Colosenses 2:23 critica las regulaciones ascéticas como de mera apariencia de sabiduría, reflejando la falsa enseñanza.
1 Corintios 9:5 muestra el derecho de Pablo a casarse, oponiéndose a la prohibición del matrimonio.
En Génesis 1:28, Dios ordena el matrimonio y la procreación, oponiéndose directamente a los falsos maestros que lo prohíben.
Colosenses 2:21 enumera reglas ascéticas 'no toques, no gustes', paralelamente a los mandatos de abstenerse de carnes.
Romanos 14:20 afirma que todas las cosas son puras, reforzando que no se requieren restricciones alimenticias.
Hechos 10:15 declara limpios todos los alimentos, contradiciendo directamente el mandato de abstenerse de carnes.
En Marcos 7:15, Jesús declara que ninguna comida contamina — oponiéndose directamente a los falsos maestros que prohíben ciertos alimentos.
En Mateo 8:14, se menciona a la suegra de Pedro, mostrando que él estaba casado, contradiciendo a quienes prohíben el matrimonio.
En Joel 2:26, Dios promete abundante comida y satisfacción, oponiéndose a la prohibición de alimentos por los falsos maestros.
En Eclesiastés 8:15, se recomienda el gozo en el comer y beber, contrastando con los falsos maestros que prohíben tales alimentos.
Hebreos 13:9 advierte contra doctrinas extrañas sobre alimentos y enfatiza la gracia, paralelo a las restricciones dietéticas de los falsos maestros. Ambos basan la fe en la gracia, no en reglas.
Tito 1:15 enseña que para los puros todo es puro, reflejando la réplica contra quienes prohíben alimentos — ambos afirman que la pureza depende de la fe.
1 Corintios 8:8 dice que la comida no afecta nuestra posición ante Dios, contrastando con los falsos maestros que exigen abstinencia. Declara la comida moralmente neutral.
1 Corintios 10:30 defiende participar con acción de gracias, reforzando que los alimentos se reciben con gratitud.
1 Corintios 7:36-39 permite el matrimonio como no pecado, oponiéndose directamente a quienes prohíben casarse. Pablo sostiene lo que los falsos maestros niegan.
Romanos 14:17 dice que el reino de Dios no es cuestión de comida ni bebida, contrastando con los falsos maestros que exigen abstinencia. Cambia el enfoque a lo espiritual.
Romanos 14:3 advierte contra menospreciar a quienes comen ciertos alimentos, oponiéndose a los falsos maestros que exigen abstinencia. Ambos abordan juzgar dietas ajenas.
En Mateo 19:10, los discípulos piensan que es mejor no casarse, pero Jesús no lo ordena, a diferencia de los falsos maestros que prohíben el matrimonio.

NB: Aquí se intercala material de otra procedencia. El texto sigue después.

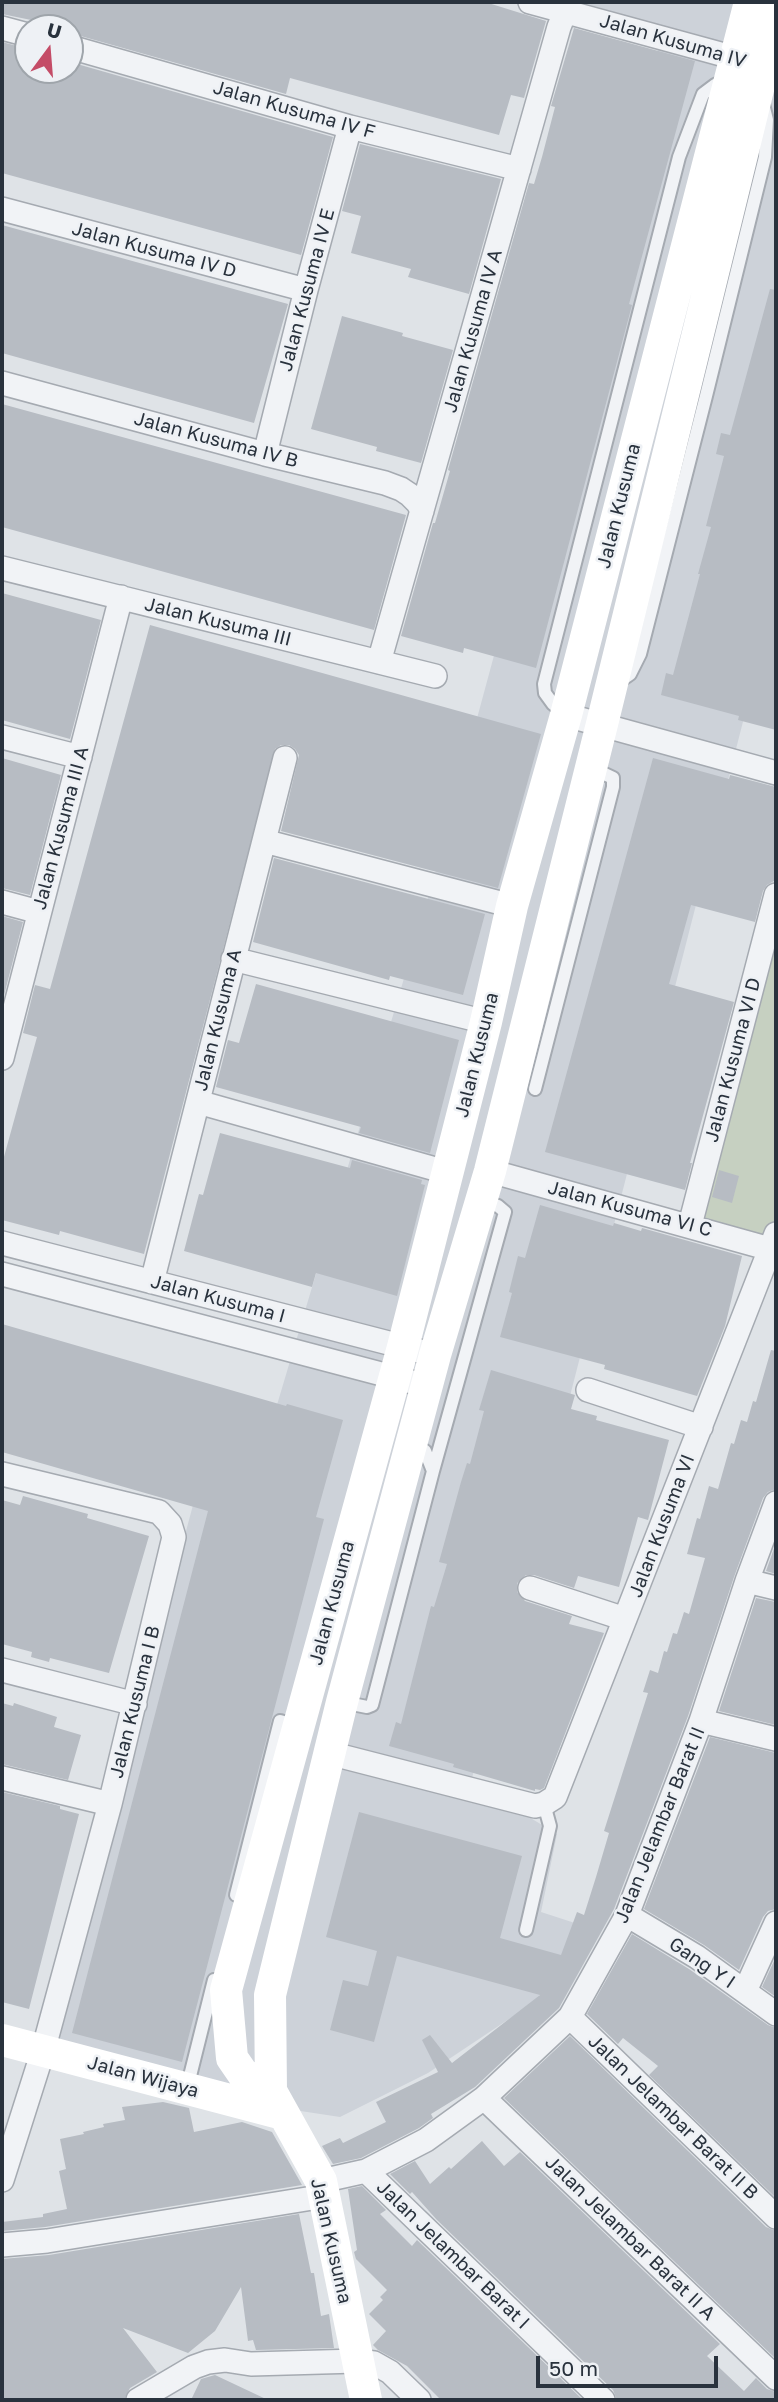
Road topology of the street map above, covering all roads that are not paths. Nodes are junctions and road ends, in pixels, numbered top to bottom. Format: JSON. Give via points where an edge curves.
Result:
{"nodes":[{"id":1,"x":530,"y":2,"type":"edge"},
{"id":2,"x":750,"y":2,"type":"edge"},
{"id":3,"x":568,"y":7,"type":"edge"},
{"id":4,"x":776,"y":16,"type":"edge"},
{"id":5,"x":84,"y":51,"type":"edge"},
{"id":6,"x":753,"y":72,"type":"edge"},
{"id":7,"x":350,"y":127,"type":"junction"},
{"id":8,"x":519,"y":169,"type":"junction"},
{"id":9,"x":2,"y":209,"type":"edge"},
{"id":10,"x":306,"y":290,"type":"junction"},
{"id":11,"x":2,"y":383,"type":"edge"},
{"id":12,"x":265,"y":454,"type":"junction"},
{"id":13,"x":422,"y":511,"type":"junction"},
{"id":14,"x":2,"y":568,"type":"edge"},
{"id":15,"x":121,"y":597,"type":"junction"},
{"id":16,"x":379,"y":662,"type":"junction"},
{"id":17,"x":435,"y":676,"type":"dead end"},
{"id":18,"x":566,"y":715,"type":"junction"},
{"id":19,"x":602,"y":724,"type":"junction"},
{"id":20,"x":2,"y":737,"type":"edge"},
{"id":21,"x":80,"y":757,"type":"junction"},
{"id":22,"x":285,"y":758,"type":"dead end"},
{"id":23,"x":591,"y":768,"type":"junction"},
{"id":24,"x":776,"y":773,"type":"edge"},
{"id":25,"x":264,"y":841,"type":"junction"},
{"id":26,"x":776,"y":895,"type":"edge"},
{"id":27,"x":2,"y":902,"type":"edge"},
{"id":28,"x":512,"y":906,"type":"junction"},
{"id":29,"x":39,"y":912,"type":"junction"},
{"id":30,"x":233,"y":959,"type":"junction"},
{"id":31,"x":486,"y":1022,"type":"junction"},
{"id":32,"x":2,"y":1055,"type":"edge"},
{"id":33,"x":535,"y":1089,"type":"dead end"},
{"id":34,"x":198,"y":1102,"type":"junction"},
{"id":35,"x":446,"y":1172,"type":"junction"},
{"id":36,"x":485,"y":1186,"type":"junction"},
{"id":37,"x":690,"y":1225,"type":"junction"},
{"id":38,"x":773,"y":1241,"type":"edge"},
{"id":39,"x":2,"y":1243,"type":"edge"},
{"id":40,"x":2,"y":1275,"type":"edge"},
{"id":41,"x":152,"y":1282,"type":"junction"},
{"id":42,"x":403,"y":1347,"type":"junction"},
{"id":43,"x":435,"y":1355,"type":"junction"},
{"id":44,"x":393,"y":1377,"type":"junction"},
{"id":45,"x":427,"y":1386,"type":"junction"},
{"id":46,"x":588,"y":1390,"type":"dead end"},
{"id":47,"x":701,"y":1427,"type":"junction"},
{"id":48,"x":412,"y":1442,"type":"junction"},
{"id":49,"x":433,"y":1471,"type":"junction"},
{"id":50,"x":2,"y":1474,"type":"edge"},
{"id":51,"x":776,"y":1503,"type":"edge"},
{"id":52,"x":747,"y":1581,"type":"junction"},
{"id":53,"x":530,"y":1588,"type":"dead end"},
{"id":54,"x":776,"y":1588,"type":"edge"},
{"id":55,"x":625,"y":1619,"type":"junction"},
{"id":56,"x":2,"y":1670,"type":"edge"},
{"id":57,"x":342,"y":1702,"type":"junction"},
{"id":58,"x":135,"y":1704,"type":"junction"},
{"id":59,"x":701,"y":1721,"type":"junction"},
{"id":60,"x":298,"y":1726,"type":"junction"},
{"id":61,"x":776,"y":1739,"type":"edge"},
{"id":62,"x":329,"y":1753,"type":"junction"},
{"id":63,"x":2,"y":1778,"type":"edge"},
{"id":64,"x":110,"y":1804,"type":"junction"},
{"id":65,"x":539,"y":1805,"type":"junction"},
{"id":66,"x":234,"y":1905,"type":"dead end"},
{"id":67,"x":627,"y":1915,"type":"junction"},
{"id":68,"x":776,"y":1923,"type":"edge"},
{"id":69,"x":526,"y":1930,"type":"dead end"},
{"id":70,"x":217,"y":1970,"type":"dead end"},
{"id":71,"x":745,"y":1991,"type":"junction"},
{"id":72,"x":776,"y":2014,"type":"edge"},
{"id":73,"x":570,"y":2017,"type":"junction"},
{"id":74,"x":2,"y":2040,"type":"edge"},
{"id":75,"x":43,"y":2051,"type":"junction"},
{"id":76,"x":187,"y":2089,"type":"junction"},
{"id":77,"x":484,"y":2098,"type":"junction"},
{"id":78,"x":277,"y":2102,"type":"junction"},
{"id":79,"x":366,"y":2171,"type":"junction"},
{"id":80,"x":2,"y":2180,"type":"edge"},
{"id":81,"x":323,"y":2189,"type":"junction"},
{"id":82,"x":776,"y":2217,"type":"edge"},
{"id":83,"x":2,"y":2245,"type":"edge"},
{"id":84,"x":357,"y":2361,"type":"junction"},
{"id":85,"x":776,"y":2378,"type":"edge"},
{"id":86,"x":138,"y":2400,"type":"edge"},
{"id":87,"x":366,"y":2400,"type":"edge"},
{"id":88,"x":419,"y":2400,"type":"edge"},
{"id":89,"x":603,"y":2400,"type":"edge"}],
"edges":[{"from":1,"to":3,"type":"street","name":"Jalan Kusuma IV"},
{"from":2,"to":6,"type":"street","name":"Jalan Kusuma"},
{"from":3,"to":6,"type":"street","name":"Jalan Kusuma IV"},
{"from":3,"to":8,"type":"street","name":"Jalan Kusuma IV A"},
{"from":4,"to":6,"type":"street","name":"Jalan Kusuma"},
{"from":5,"to":7,"type":"street","name":"Jalan Kusuma IV F"},
{"from":6,"to":18,"type":"street","name":"Jalan Kusuma","via":[[639,371]]},
{"from":6,"to":19,"type":"street","name":"Jalan Kusuma","via":[[695,393]]},
{"from":7,"to":8,"type":"street","name":"Jalan Kusuma IV F"},
{"from":7,"to":10,"type":"street","name":"Jalan Kusuma IV E"},
{"from":8,"to":13,"type":"street","name":"Jalan Kusuma IV A"},
{"from":9,"to":10,"type":"street","name":"Jalan Kusuma IV D"},
{"from":10,"to":12,"type":"street","name":"Jalan Kusuma IV E"},
{"from":11,"to":12,"type":"street","name":"Jalan Kusuma IV B"},
{"from":12,"to":13,"type":"street","name":"Jalan Kusuma IV B","via":[[384,482],[411,495]]},
{"from":13,"to":16,"type":"street","name":"Jalan Kusuma IV A"},
{"from":14,"to":15,"type":"street","name":"Jalan Kusuma III"},
{"from":15,"to":16,"type":"street","name":"Jalan Kusuma III"},
{"from":15,"to":21,"type":"street","name":"Jalan Kusuma III A"},
{"from":16,"to":17,"type":"street","name":"Jalan Kusuma III"},
{"from":18,"to":19,"type":"street"},
{"from":18,"to":28,"type":"street","name":"Jalan Kusuma"},
{"from":19,"to":23,"type":"street","name":"Jalan Kusuma"},
{"from":19,"to":24,"type":"street"},
{"from":20,"to":21,"type":"street"},
{"from":21,"to":29,"type":"street","name":"Jalan Kusuma III A"},
{"from":22,"to":25,"type":"street","name":"Jalan Kusuma A"},
{"from":23,"to":33,"type":"lane","via":[[613,778],[613,787]]},
{"from":23,"to":36,"type":"street","name":"Jalan Kusuma"},
{"from":25,"to":28,"type":"street"},
{"from":25,"to":30,"type":"street","name":"Jalan Kusuma A"},
{"from":26,"to":37,"type":"street","name":"Jalan Kusuma VI D"},
{"from":27,"to":29,"type":"street"},
{"from":28,"to":31,"type":"street","name":"Jalan Kusuma"},
{"from":29,"to":32,"type":"street","name":"Jalan Kusuma III A"},
{"from":30,"to":31,"type":"street"},
{"from":30,"to":34,"type":"street","name":"Jalan Kusuma A"},
{"from":31,"to":35,"type":"street","name":"Jalan Kusuma"},
{"from":34,"to":35,"type":"street"},
{"from":34,"to":41,"type":"street","name":"Jalan Kusuma A"},
{"from":35,"to":42,"type":"street","name":"Jalan Kusuma"},
{"from":36,"to":37,"type":"street","name":"Jalan Kusuma VI C"},
{"from":36,"to":43,"type":"street","name":"Jalan Kusuma"},
{"from":36,"to":49,"type":"lane","via":[[505,1212]]},
{"from":37,"to":38,"type":"street","name":"Jalan Kusuma VI C"},
{"from":38,"to":47,"type":"street","name":"Jalan Kusuma VI"},
{"from":39,"to":41,"type":"street","name":"Jalan Kusuma I"},
{"from":40,"to":44,"type":"street","name":"Jalan Kusuma I"},
{"from":41,"to":42,"type":"street","name":"Jalan Kusuma I"},
{"from":42,"to":43,"type":"street","name":"Jalan Kusuma I"},
{"from":42,"to":44,"type":"street","name":"Jalan Kusuma"},
{"from":43,"to":45,"type":"street","name":"Jalan Kusuma"},
{"from":44,"to":45,"type":"street","name":"Jalan Kusuma I"},
{"from":44,"to":60,"type":"street","name":"Jalan Kusuma"},
{"from":45,"to":48,"type":"street","name":"Jalan Kusuma"},
{"from":46,"to":47,"type":"street"},
{"from":47,"to":55,"type":"street","name":"Jalan Kusuma VI"},
{"from":48,"to":49,"type":"lane","via":[[425,1451]]},
{"from":48,"to":57,"type":"street","name":"Jalan Kusuma"},
{"from":49,"to":57,"type":"lane","via":[[372,1706]]},
{"from":50,"to":58,"type":"street","name":"Jalan Kusuma I B","via":[[159,1512],[170,1524],[174,1537]]},
{"from":51,"to":52,"type":"street","name":"Jalan Jelambar Barat II"},
{"from":52,"to":54,"type":"street"},
{"from":52,"to":59,"type":"street","name":"Jalan Jelambar Barat II"},
{"from":53,"to":55,"type":"street"},
{"from":55,"to":65,"type":"street","name":"Jalan Kusuma VI","via":[[560,1788],[555,1797]]},
{"from":56,"to":58,"type":"street"},
{"from":57,"to":62,"type":"street","name":"Jalan Kusuma"},
{"from":58,"to":64,"type":"street","name":"Jalan Kusuma I B"},
{"from":59,"to":61,"type":"street"},
{"from":59,"to":67,"type":"street","name":"Jalan Jelambar Barat II"},
{"from":60,"to":66,"type":"lane","via":[[280,1721]]},
{"from":60,"to":78,"type":"street","name":"Jalan Kusuma","via":[[226,1990],[232,2058],[243,2074]]},
{"from":62,"to":65,"type":"street"},
{"from":62,"to":78,"type":"street","name":"Jalan Kusuma","via":[[270,1995]]},
{"from":63,"to":64,"type":"street"},
{"from":64,"to":75,"type":"street","name":"Jalan Kusuma I B"},
{"from":65,"to":69,"type":"lane","via":[[550,1826]]},
{"from":67,"to":71,"type":"street","name":"Gang Y I"},
{"from":67,"to":73,"type":"street","name":"Jalan Jelambar Barat II"},
{"from":68,"to":71,"type":"street"},
{"from":70,"to":76,"type":"lane"},
{"from":71,"to":72,"type":"street","name":"Gang Y I"},
{"from":73,"to":77,"type":"street","name":"Jalan Jelambar Barat II"},
{"from":73,"to":82,"type":"street","name":"Jalan Jelambar Barat II B"},
{"from":74,"to":75,"type":"street","name":"Jalan Wijaya"},
{"from":75,"to":76,"type":"street","name":"Jalan Wijaya"},
{"from":75,"to":80,"type":"street","name":"Jalan Kusuma I B"},
{"from":76,"to":78,"type":"street","name":"Jalan Wijaya"},
{"from":77,"to":79,"type":"street","name":"Jalan Jelambar Barat II","via":[[426,2140]]},
{"from":77,"to":85,"type":"street","name":"Jalan Jelambar Barat II A"},
{"from":78,"to":81,"type":"street","name":"Jalan Kusuma"},
{"from":79,"to":81,"type":"street","name":"Jalan Jelambar Barat I"},
{"from":79,"to":89,"type":"street","name":"Jalan Jelambar Barat I"},
{"from":81,"to":83,"type":"street","name":"Jalan Jelambar Barat I","via":[[47,2241]]},
{"from":81,"to":84,"type":"street","name":"Jalan Kusuma"},
{"from":84,"to":86,"type":"street","via":[[208,2362]]},
{"from":84,"to":87,"type":"street","name":"Jalan Kusuma"},
{"from":84,"to":88,"type":"street","via":[[390,2372]]}]}
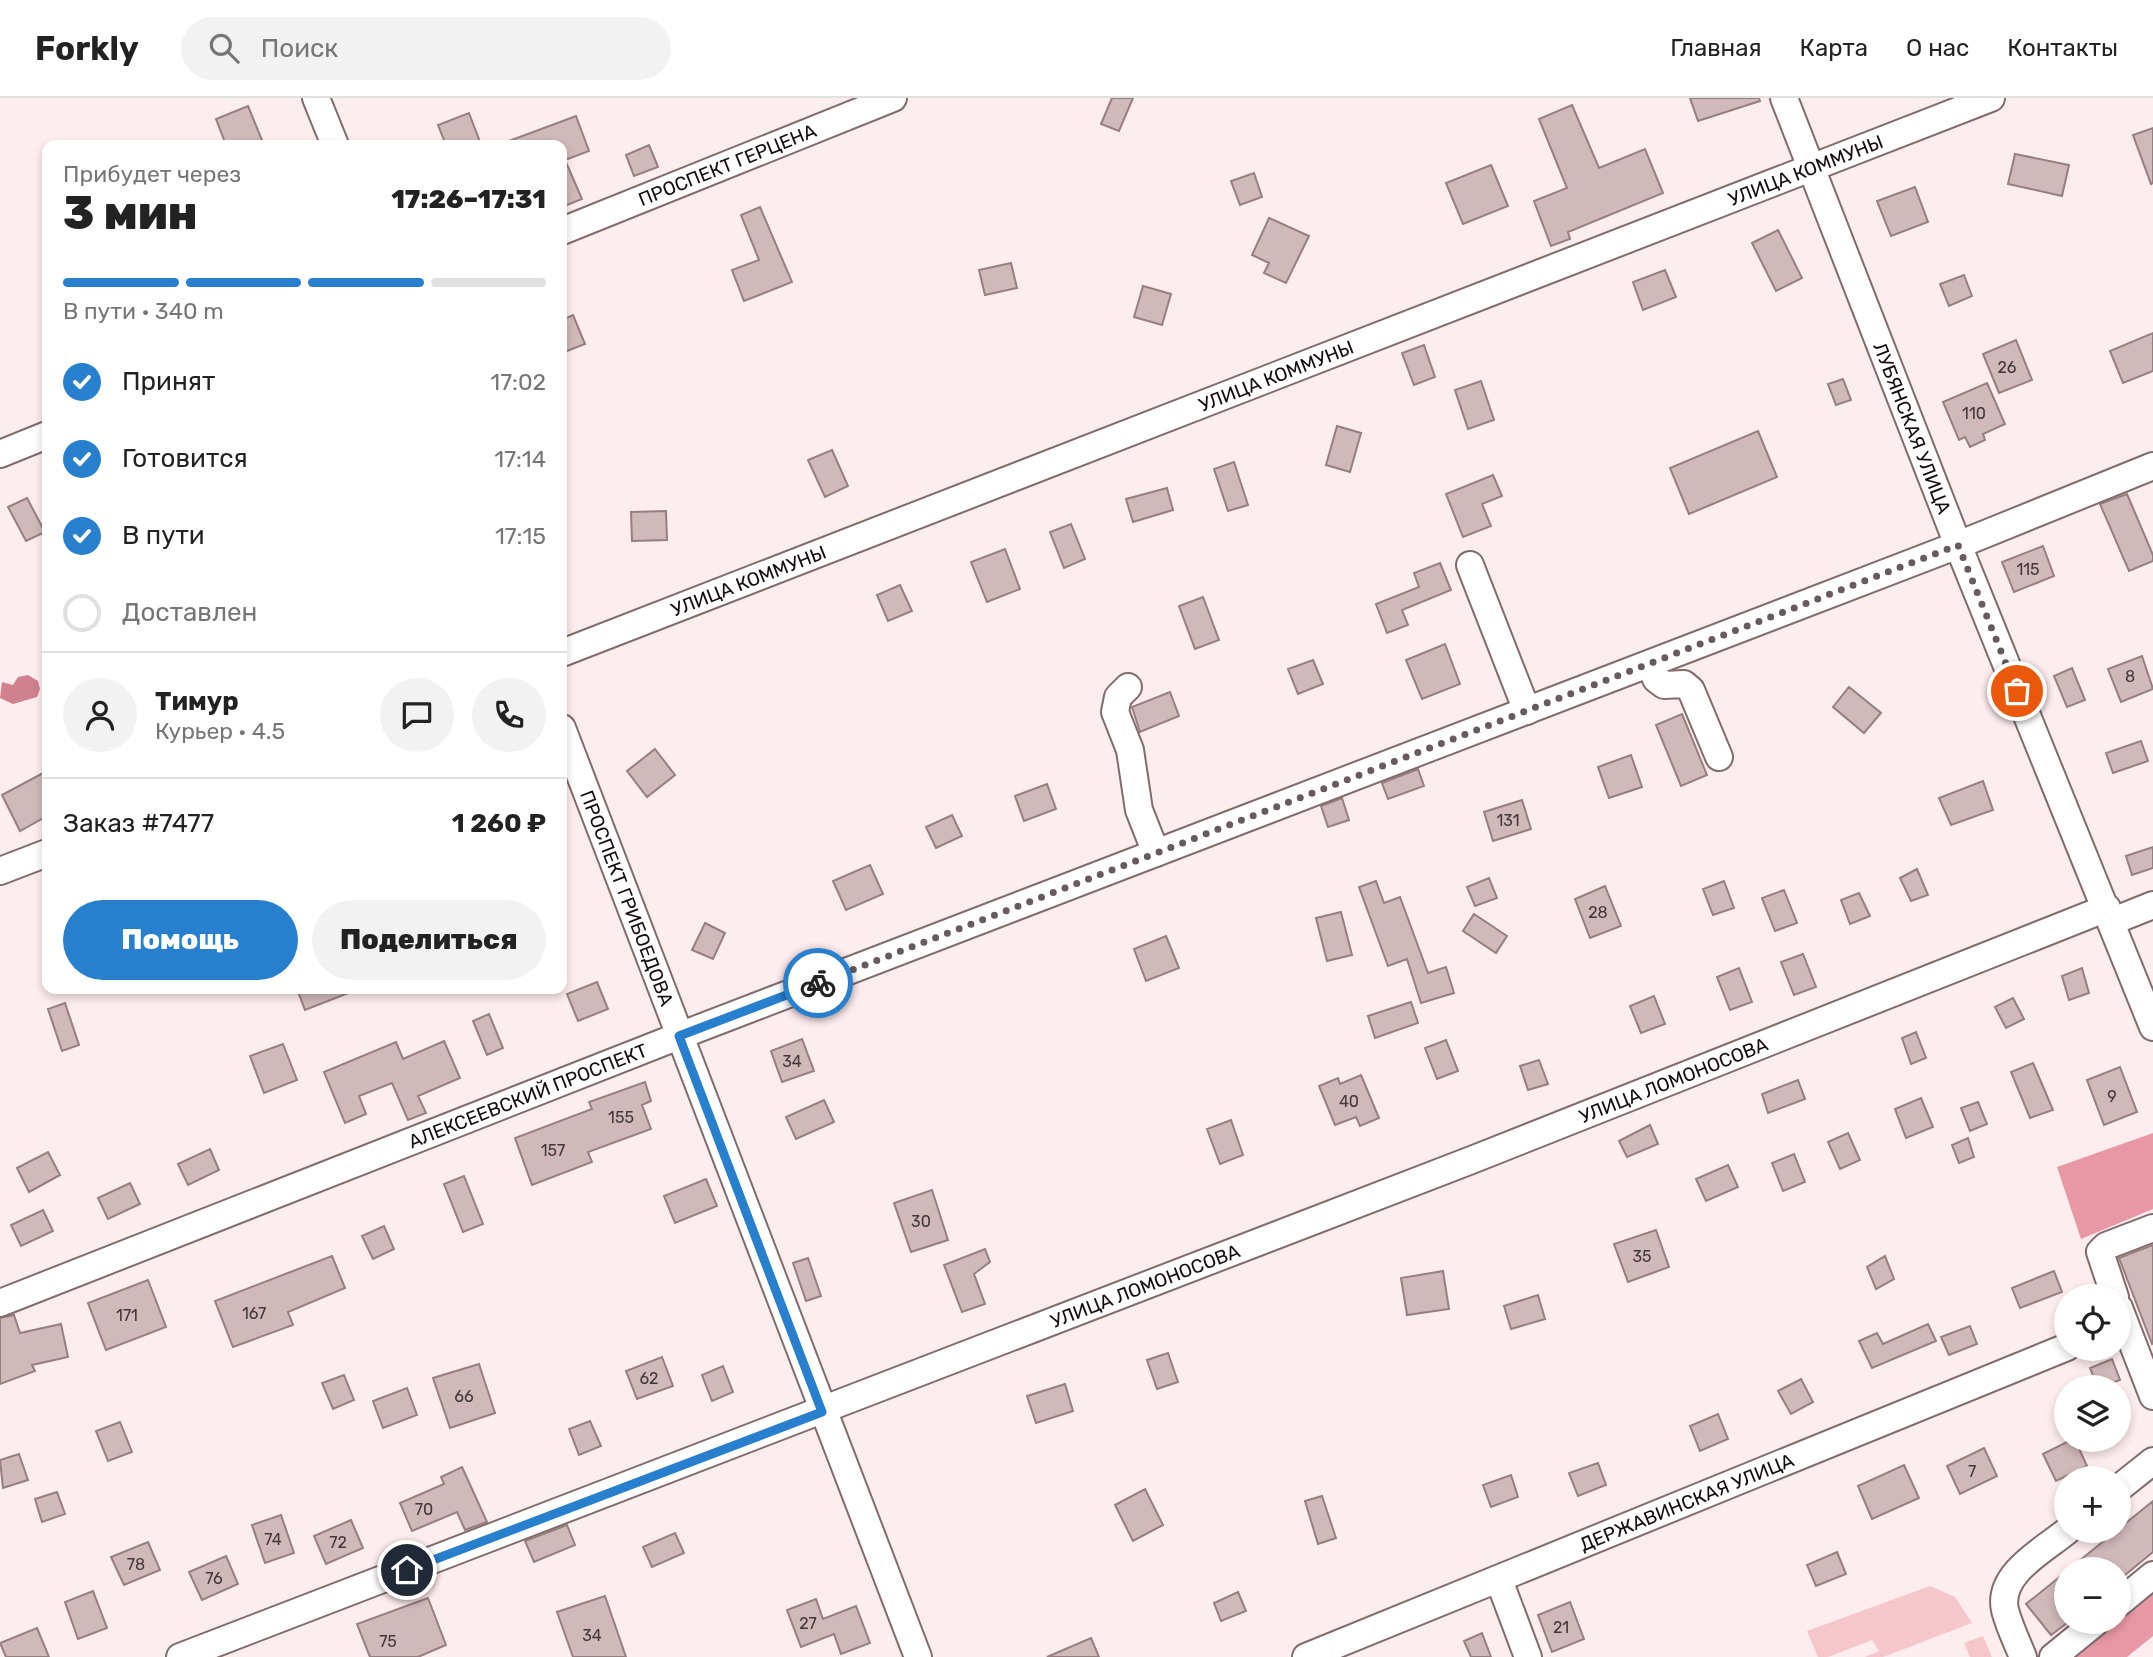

Gálatas 2:14 reprende a Pedro por obligar a los gentiles a seguir costumbres judías, similar a los falsos maestros que imponen leyes alimenticias.
Génesis 1:29 muestra a Dios proveyendo plantas para alimento, subrayando que los alimentos fueron creados por Dios para disfrute, como afirma 1 Timoteo 4:3. Prohibirlos viola la creación.
Eclesiastés 5:18 anima a disfrutar la comida como don de Dios, apoyando la idea de recibir los alimentos con acción de gracias.